Information décentralisée

« Certaines personnes m’ont dit que c’est en voyant nos live qu’elles avaient eu envie de venir, raconte Floryan R., autre periscopeur. Je pense que c’est parce qu’on montre plus de choses de ce mouvement, des détails que l’on ne retrouve pas dans les récits conventionnels des médias. » « Il y a de multiples points de vue, renchérit Romain. On a tous nos centres d’intérêt, on ne montre pas les mêmes aspects. » L’information neutre n’existe pas, affirme ce periscopeur : « C’est dans la multiplicité des regards que l’on trouve l’objectivité. Avec cet outil, tout le monde peut devenir un relais d’information. » Periscope est un pas de plus vers cette décentralisation de l’information, assure-t-il. « C’est tellement politique, l’image !, s’exclame Floryan R. Se la réapproprier est un enjeu de démocratie. »

« Cette question de la réappropriation de l’information existait bien avant Periscope, rappelle Tristan Mendès France. Il y a toujours eu des médias citoyens, des télés libres, etc. Mais Periscope change la donne, car c’est en direct et interactif. » Dans l’univers d’Internet, où la guerre qui se mène est celle de l’attention des internautes, la vidéo est reine et le live en est la forme la plus saisissante, affirme le spécialiste des usages numériques : « Ça capte de façon beaucoup plus forte, car on ne sait littéralement pas ce qui va se passer. L’audience est captive. » Elle vit, virtuellement, des événements qui se déroulent au même moment quelque part dans le monde. Une réalité sans possibilité de montage, qui donne un sentiment d’absolue authenticité, sans filtre médiatique.

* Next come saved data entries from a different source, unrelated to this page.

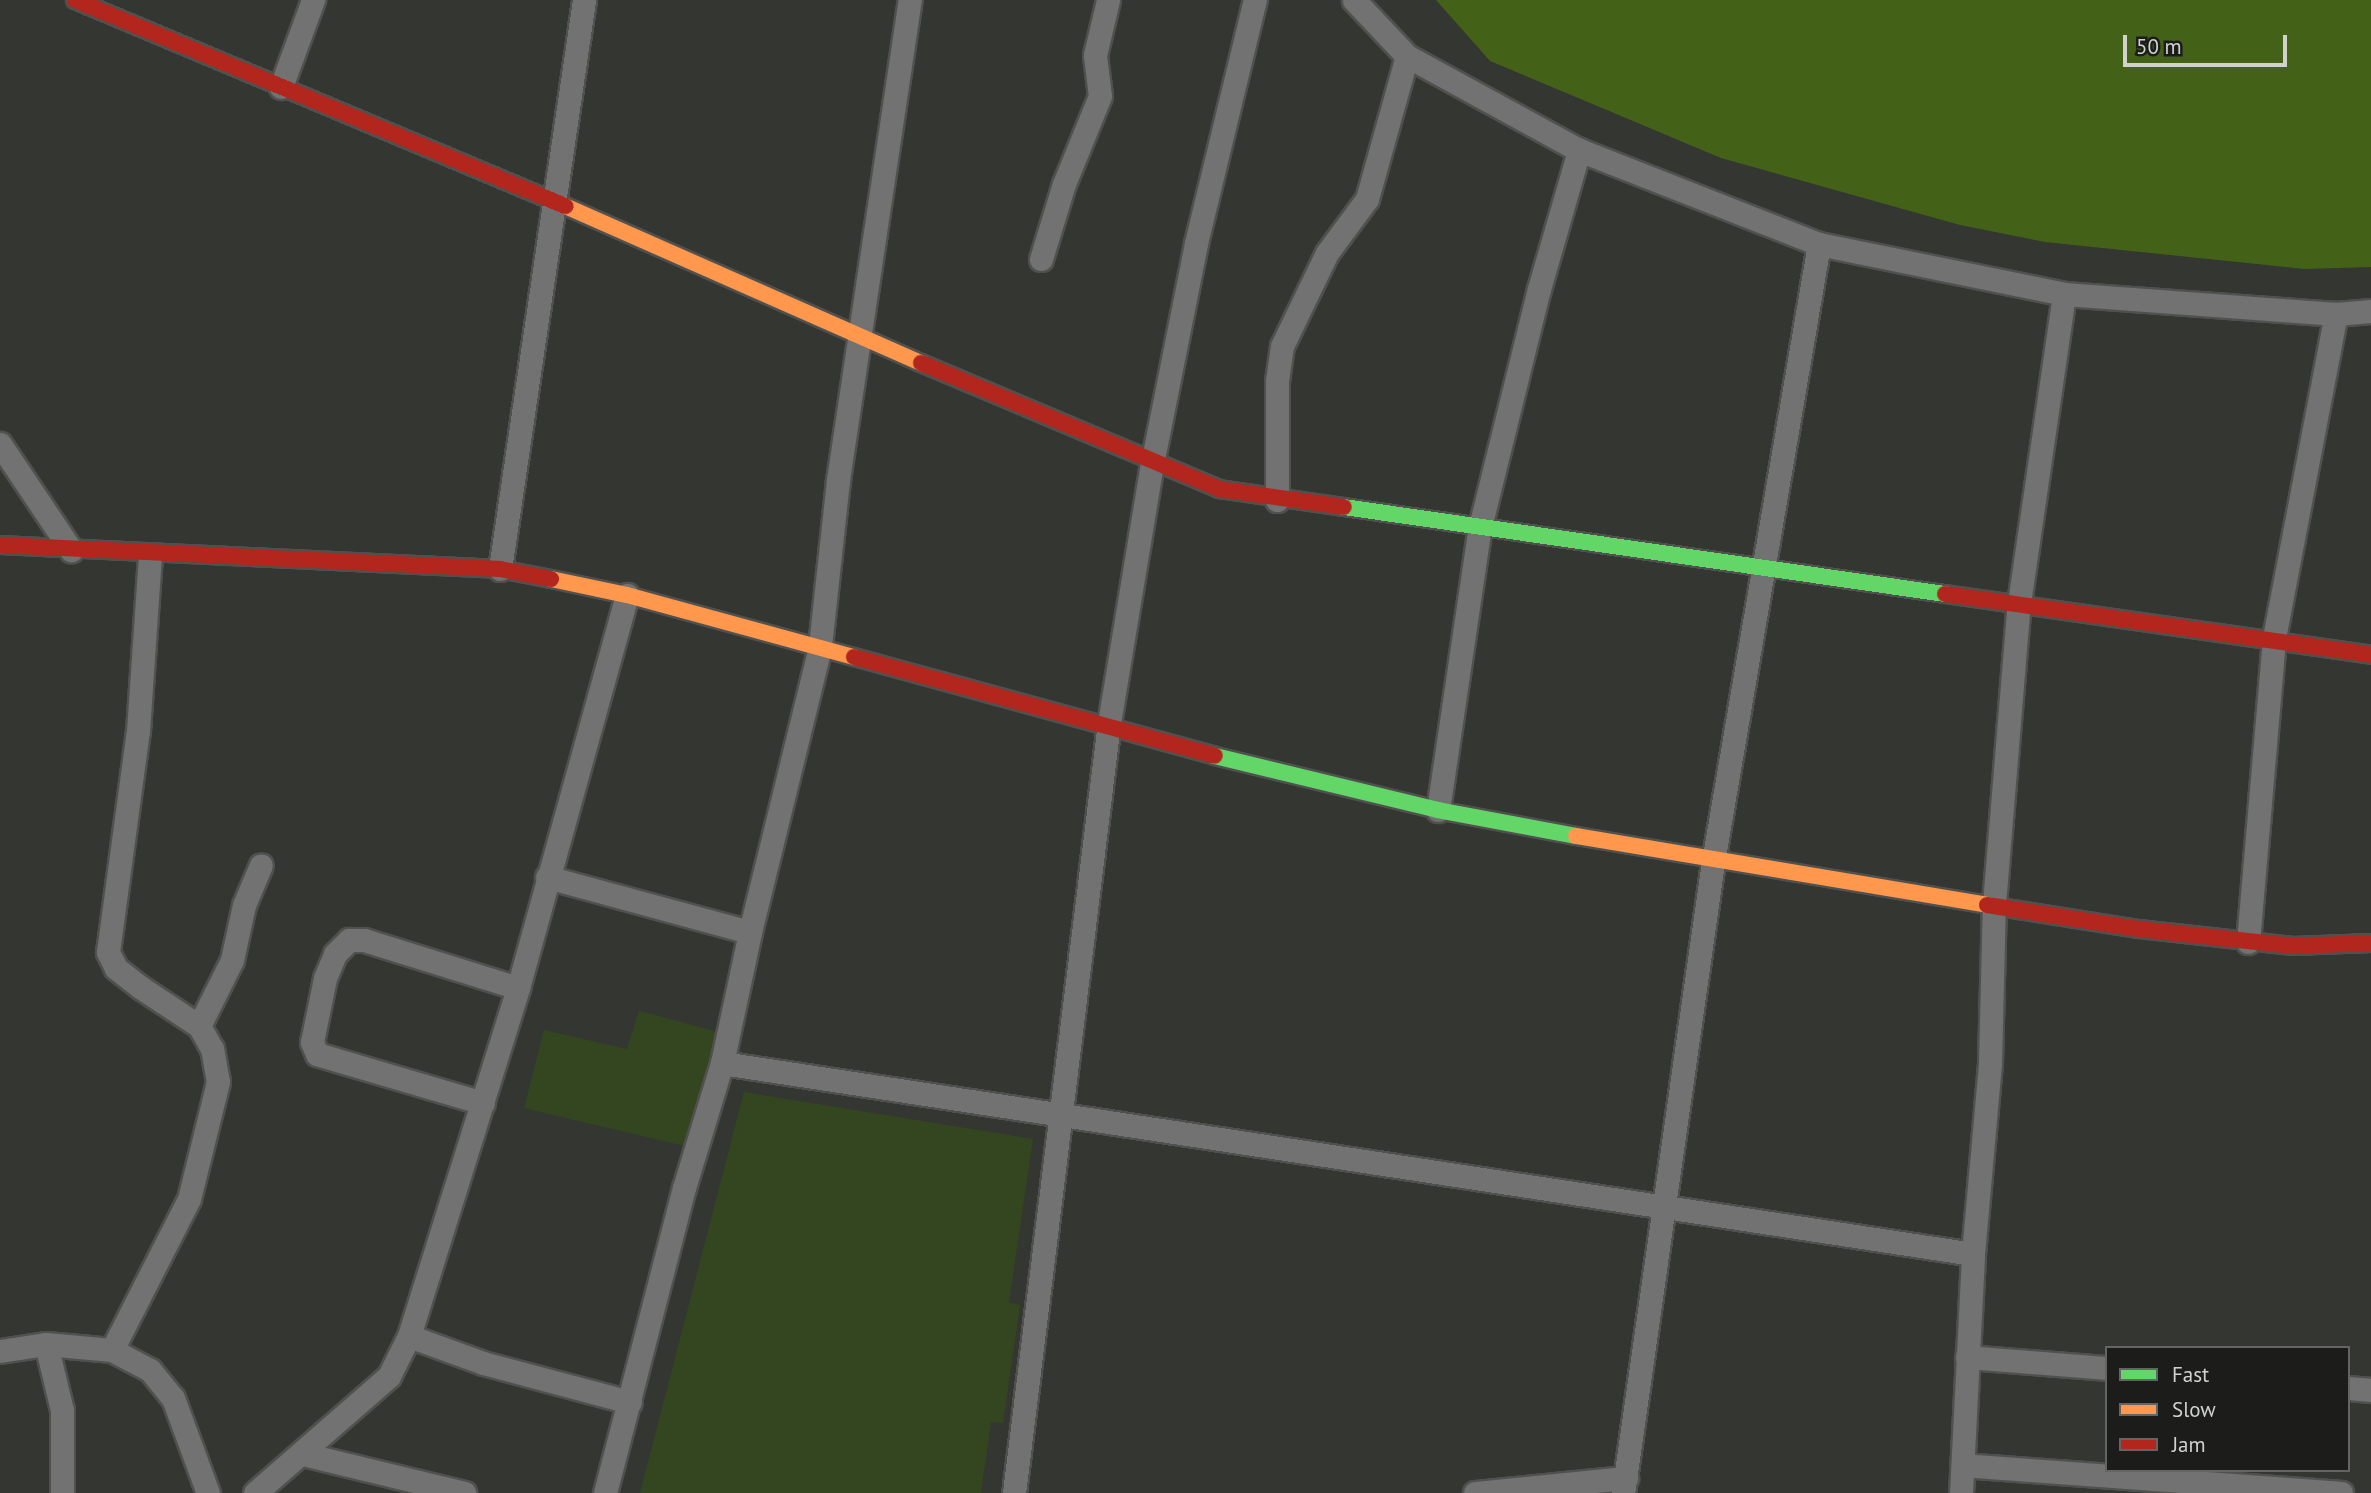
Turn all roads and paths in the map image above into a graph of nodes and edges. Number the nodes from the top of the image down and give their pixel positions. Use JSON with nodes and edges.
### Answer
{"nodes":[{"id":1,"x":75,"y":0,"type":"edge"},
{"id":2,"x":313,"y":0,"type":"edge"},
{"id":3,"x":584,"y":0,"type":"edge"},
{"id":4,"x":910,"y":0,"type":"edge"},
{"id":5,"x":1108,"y":0,"type":"edge"},
{"id":6,"x":1255,"y":0,"type":"edge"},
{"id":7,"x":1354,"y":0,"type":"edge"},
{"id":8,"x":1407,"y":56,"type":"junction"},
{"id":9,"x":281,"y":88,"type":"junction"},
{"id":10,"x":1579,"y":150,"type":"junction"},
{"id":11,"x":553,"y":201,"type":"junction"},
{"id":12,"x":1819,"y":244,"type":"junction"},
{"id":13,"x":1041,"y":259,"type":"dead end"},
{"id":14,"x":2064,"y":294,"type":"junction"},
{"id":15,"x":2371,"y":311,"type":"edge"},
{"id":16,"x":2336,"y":314,"type":"junction"},
{"id":17,"x":859,"y":338,"type":"junction"},
{"id":18,"x":0,"y":444,"type":"edge"},
{"id":19,"x":1152,"y":464,"type":"junction"},
{"id":20,"x":1277,"y":500,"type":"junction"},
{"id":21,"x":1480,"y":527,"type":"junction"},
{"id":22,"x":0,"y":545,"type":"edge"},
{"id":23,"x":71,"y":550,"type":"junction"},
{"id":24,"x":150,"y":555,"type":"junction"},
{"id":25,"x":1761,"y":568,"type":"junction"},
{"id":26,"x":500,"y":569,"type":"junction"},
{"id":27,"x":627,"y":596,"type":"junction"},
{"id":28,"x":2019,"y":604,"type":"junction"},
{"id":29,"x":2274,"y":638,"type":"junction"},
{"id":30,"x":820,"y":646,"type":"junction"},
{"id":31,"x":2371,"y":655,"type":"edge"},
{"id":32,"x":1109,"y":723,"type":"junction"},
{"id":33,"x":1437,"y":810,"type":"junction"},
{"id":34,"x":1713,"y":862,"type":"junction"},
{"id":35,"x":261,"y":865,"type":"dead end"},
{"id":36,"x":547,"y":877,"type":"junction"},
{"id":37,"x":1994,"y":904,"type":"junction"},
{"id":38,"x":750,"y":932,"type":"junction"},
{"id":39,"x":2248,"y":942,"type":"junction"},
{"id":40,"x":2371,"y":943,"type":"edge"},
{"id":41,"x":518,"y":988,"type":"junction"},
{"id":42,"x":199,"y":1026,"type":"junction"},
{"id":43,"x":722,"y":1063,"type":"junction"},
{"id":44,"x":483,"y":1103,"type":"junction"},
{"id":45,"x":1057,"y":1114,"type":"junction"},
{"id":46,"x":1664,"y":1204,"type":"junction"},
{"id":47,"x":1973,"y":1254,"type":"junction"},
{"id":48,"x":408,"y":1336,"type":"junction"},
{"id":49,"x":46,"y":1344,"type":"junction"},
{"id":50,"x":112,"y":1350,"type":"junction"},
{"id":51,"x":0,"y":1351,"type":"edge"},
{"id":52,"x":1967,"y":1357,"type":"junction"},
{"id":53,"x":2105,"y":1368,"type":"edge"},
{"id":54,"x":2350,"y":1388,"type":"edge"},
{"id":55,"x":2371,"y":1390,"type":"edge"},
{"id":56,"x":631,"y":1402,"type":"junction"},
{"id":57,"x":303,"y":1454,"type":"junction"},
{"id":58,"x":1963,"y":1465,"type":"junction"},
{"id":59,"x":1625,"y":1486,"type":"edge"},
{"id":60,"x":62,"y":1493,"type":"edge"},
{"id":61,"x":208,"y":1493,"type":"edge"},
{"id":62,"x":255,"y":1493,"type":"edge"},
{"id":63,"x":464,"y":1493,"type":"edge"},
{"id":64,"x":605,"y":1493,"type":"edge"},
{"id":65,"x":1014,"y":1493,"type":"edge"},
{"id":66,"x":1475,"y":1493,"type":"edge"},
{"id":67,"x":1961,"y":1493,"type":"edge"},
{"id":68,"x":2341,"y":1493,"type":"edge"}],
"edges":[{"from":1,"to":9,"type":"main road"},
{"from":2,"to":9,"type":"street"},
{"from":3,"to":11,"type":"street"},
{"from":4,"to":17,"type":"street"},
{"from":5,"to":13,"type":"street"},
{"from":6,"to":19,"type":"street"},
{"from":7,"to":8,"type":"street"},
{"from":8,"to":10,"type":"street"},
{"from":8,"to":20,"type":"street"},
{"from":9,"to":11,"type":"main road"},
{"from":10,"to":12,"type":"street"},
{"from":10,"to":21,"type":"street"},
{"from":11,"to":17,"type":"main road"},
{"from":11,"to":26,"type":"street"},
{"from":12,"to":14,"type":"street"},
{"from":12,"to":25,"type":"street"},
{"from":14,"to":16,"type":"street"},
{"from":14,"to":28,"type":"street"},
{"from":15,"to":16,"type":"street"},
{"from":16,"to":29,"type":"street"},
{"from":17,"to":19,"type":"main road"},
{"from":17,"to":30,"type":"street"},
{"from":18,"to":23,"type":"street"},
{"from":19,"to":20,"type":"main road"},
{"from":19,"to":32,"type":"street"},
{"from":20,"to":21,"type":"main road"},
{"from":21,"to":25,"type":"main road"},
{"from":21,"to":33,"type":"street"},
{"from":22,"to":23,"type":"main road"},
{"from":23,"to":24,"type":"main road"},
{"from":24,"to":26,"type":"main road"},
{"from":24,"to":42,"type":"street"},
{"from":25,"to":28,"type":"main road"},
{"from":25,"to":34,"type":"street"},
{"from":26,"to":27,"type":"main road"},
{"from":27,"to":30,"type":"main road"},
{"from":27,"to":36,"type":"street"},
{"from":28,"to":29,"type":"main road"},
{"from":28,"to":37,"type":"street"},
{"from":29,"to":31,"type":"main road"},
{"from":29,"to":39,"type":"street"},
{"from":30,"to":32,"type":"main road"},
{"from":30,"to":38,"type":"street"},
{"from":32,"to":33,"type":"main road"},
{"from":32,"to":45,"type":"street"},
{"from":33,"to":34,"type":"main road"},
{"from":34,"to":37,"type":"main road"},
{"from":34,"to":46,"type":"street"},
{"from":35,"to":42,"type":"street"},
{"from":36,"to":38,"type":"street"},
{"from":36,"to":41,"type":"street"},
{"from":37,"to":39,"type":"main road"},
{"from":37,"to":47,"type":"street"},
{"from":38,"to":43,"type":"street"},
{"from":39,"to":40,"type":"main road"},
{"from":41,"to":44,"type":"street"},
{"from":41,"to":44,"type":"street"},
{"from":42,"to":50,"type":"street"},
{"from":43,"to":45,"type":"street"},
{"from":43,"to":56,"type":"street"},
{"from":44,"to":48,"type":"street"},
{"from":45,"to":46,"type":"street"},
{"from":45,"to":65,"type":"street"},
{"from":46,"to":47,"type":"street"},
{"from":46,"to":59,"type":"street"},
{"from":47,"to":52,"type":"street"},
{"from":48,"to":56,"type":"street"},
{"from":48,"to":57,"type":"street"},
{"from":49,"to":50,"type":"street"},
{"from":49,"to":51,"type":"street"},
{"from":49,"to":60,"type":"street"},
{"from":50,"to":61,"type":"street"},
{"from":52,"to":53,"type":"street"},
{"from":52,"to":58,"type":"street"},
{"from":54,"to":55,"type":"street"},
{"from":56,"to":64,"type":"street"},
{"from":57,"to":62,"type":"street"},
{"from":57,"to":63,"type":"street"},
{"from":58,"to":67,"type":"street"},
{"from":58,"to":68,"type":"street"},
{"from":59,"to":66,"type":"street"}]}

Mais, avec Periscope, l’idée d’appropriation de l’information est d’autant plus forte qu’une relation se crée entre celui qui filme et ceux qui regardent, note Floryan R. : « Nous ne sommes pas des professionnels. Il y a une simplicité dans ces directs au ton très personnel, qui, je pense, aide les gens à s’identifier aux periscopeurs. » D’autant que les spectateurs peuvent dialoguer avec eux, leur manifester leur sympathie, ou poser des questions, faire des demandes par le biais des commentaires qui s’affichent sur l’écran. « Tu peux aller voir ce qui se passe à l’AG ? » « Il paraît que ça chauffe à la fin du cortège. » Lors d’une manifestation, Rémy Buisine s’est ainsi lancé pendant quelques minutes dans une explication des événements en anglais, à la demande d’internautes étrangers. « Le fait que le periscopeur puisse s’adapter à la demande change totalement le rapport à l’information, insiste Tristan Mendès France. On entre dans des pratiques inédites. » Même si le flot des commentaires est souvent difficile à suivre, et que tous ne sont pas dignes d’intérêt…

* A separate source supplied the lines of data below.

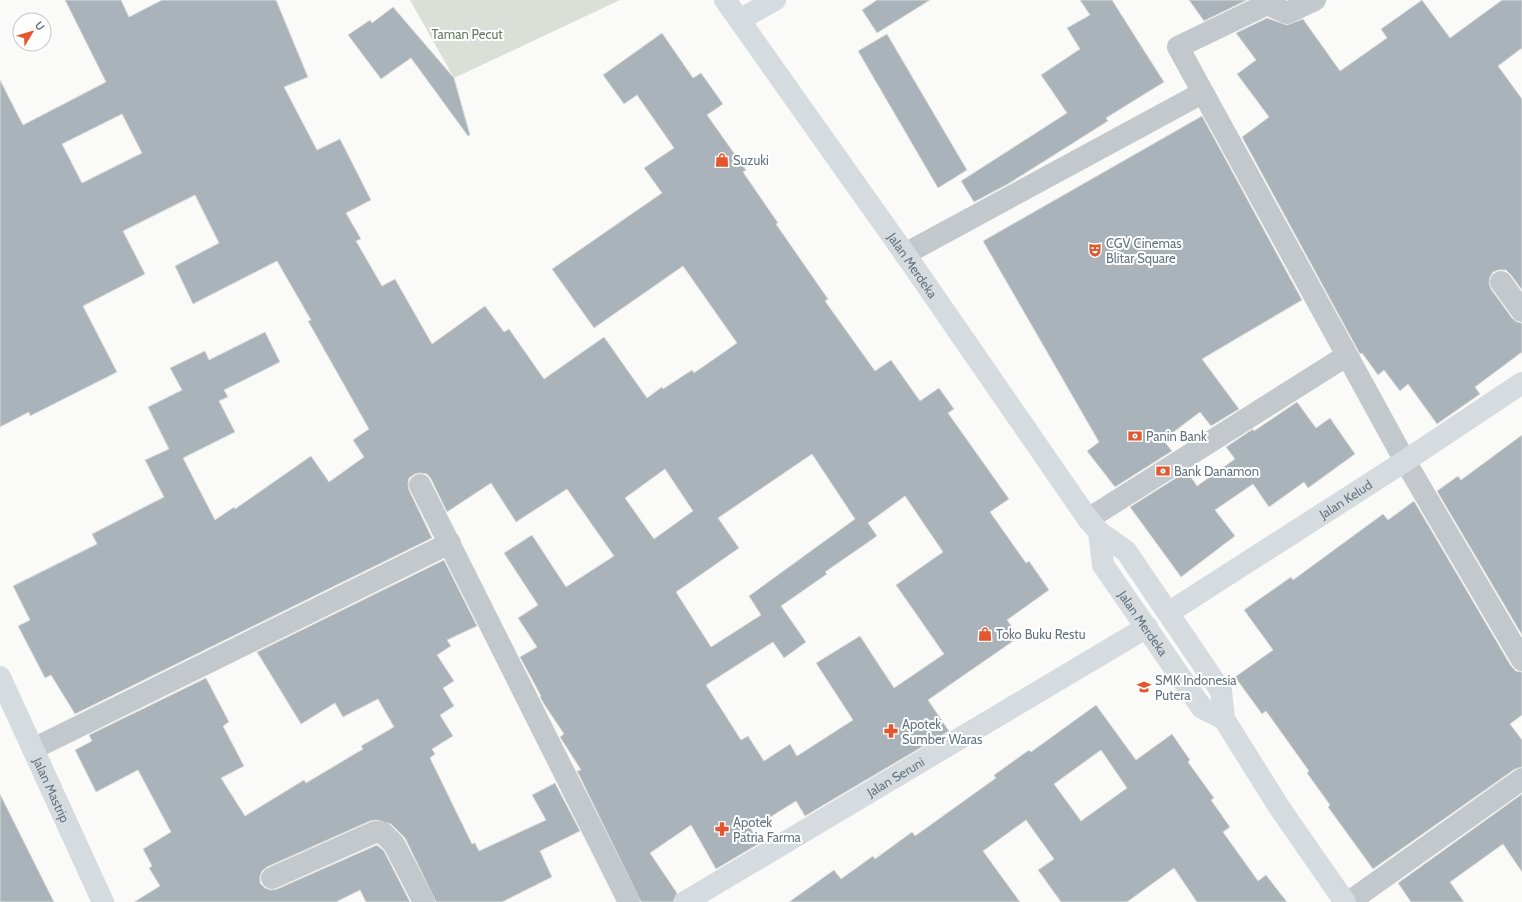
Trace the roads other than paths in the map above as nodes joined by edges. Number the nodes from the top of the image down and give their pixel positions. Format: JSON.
{"nodes":[{"id":1,"x":725,"y":0,"type":"edge"},
{"id":2,"x":775,"y":0,"type":"edge"},
{"id":3,"x":1315,"y":0,"type":"edge"},
{"id":4,"x":739,"y":20,"type":"junction"},
{"id":5,"x":1202,"y":93,"type":"junction"},
{"id":6,"x":905,"y":254,"type":"junction"},
{"id":7,"x":1501,"y":282,"type":"dead end"},
{"id":8,"x":1522,"y":311,"type":"edge"},
{"id":9,"x":1346,"y":356,"type":"junction"},
{"id":10,"x":1522,"y":383,"type":"edge"},
{"id":11,"x":1405,"y":461,"type":"junction"},
{"id":12,"x":420,"y":485,"type":"dead end"},
{"id":13,"x":1093,"y":525,"type":"junction"},
{"id":14,"x":450,"y":543,"type":"junction"},
{"id":15,"x":1168,"y":613,"type":"junction"},
{"id":16,"x":1147,"y":628,"type":"junction"},
{"id":17,"x":1522,"y":660,"type":"edge"},
{"id":18,"x":0,"y":677,"type":"edge"},
{"id":19,"x":1224,"y":720,"type":"junction"},
{"id":20,"x":33,"y":749,"type":"junction"},
{"id":21,"x":1522,"y":779,"type":"edge"},
{"id":22,"x":272,"y":878,"type":"dead end"},
{"id":23,"x":103,"y":902,"type":"edge"},
{"id":24,"x":424,"y":902,"type":"edge"},
{"id":25,"x":630,"y":902,"type":"edge"},
{"id":26,"x":685,"y":902,"type":"edge"},
{"id":27,"x":1345,"y":902,"type":"edge"},
{"id":28,"x":1349,"y":902,"type":"edge"}],
"edges":[{"from":1,"to":4,"type":"main road","name":"Jalan Merdeka"},
{"from":2,"to":4,"type":"main road"},
{"from":3,"to":5,"type":"street"},
{"from":4,"to":6,"type":"main road","name":"Jalan Merdeka"},
{"from":5,"to":6,"type":"street"},
{"from":5,"to":9,"type":"street"},
{"from":6,"to":13,"type":"main road","name":"Jalan Merdeka"},
{"from":7,"to":8,"type":"street"},
{"from":9,"to":11,"type":"street"},
{"from":9,"to":13,"type":"street"},
{"from":10,"to":11,"type":"main road","name":"Jalan Kelud"},
{"from":11,"to":15,"type":"main road","name":"Jalan Kelud"},
{"from":11,"to":17,"type":"street"},
{"from":12,"to":14,"type":"street"},
{"from":13,"to":15,"type":"main road","name":"Jalan Merdeka"},
{"from":13,"to":16,"type":"main road","name":"Jalan Merdeka"},
{"from":14,"to":20,"type":"street"},
{"from":14,"to":25,"type":"street"},
{"from":15,"to":19,"type":"main road","name":"Jalan Merdeka"},
{"from":16,"to":19,"type":"main road","name":"Jalan Merdeka"},
{"from":16,"to":26,"type":"main road","name":"Jalan Seruni"},
{"from":18,"to":20,"type":"main road","name":"Jalan Mastrip"},
{"from":19,"to":27,"type":"main road","name":"Jalan Merdeka"},
{"from":20,"to":23,"type":"main road","name":"Jalan Mastrip"},
{"from":21,"to":28,"type":"street"},
{"from":22,"to":24,"type":"street"}]}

Maturité des réseaux sociaux

Théoriquement, Periscope et les applications de vidéo live en général démocratisent l’information en instantané. Mais encore faut-il savoir que ces directs existent. « Le cœur de l’audience des periscopeurs vient des réseaux sociaux. Periscope s’appuie sur Twitter. Si vous enlevez les réseaux sociaux aux vidéos live, celles-ci n’auront pas la même puissance virale, rappelle Tristan Mendès France. Si, aujourd’hui, le stream devient un phénomène, c’est parce qu’il s’appuie sur une certaine maturité des réseaux sociaux, une intégration telle dans nos vies que l’on est préparé à ça. » Les pratiques changent profondément. « Clairement, le principe du “off” journalistique, de l’anonymat, va en souffrir, le droit d’auteur aussi probablement, note-t-il. En ce qui me concerne, j’attends avec inquiétude le moment où des gens dangereux en feront usage pour diffuser leurs méfaits à grande échelle. Mais l’impact de tels outils sur les mobilisations, sur la société en général, est encore difficile à décrypter. »

Les réseaux sociaux sont encore jeunes, les applications comme Periscope viennent tout juste de naître. Mais, pour Tristan Mendès France, le développement et la démocratisation des directs marquent « un moment significatif dans cette période qui déstructure la diffusion et la réception de l’information ».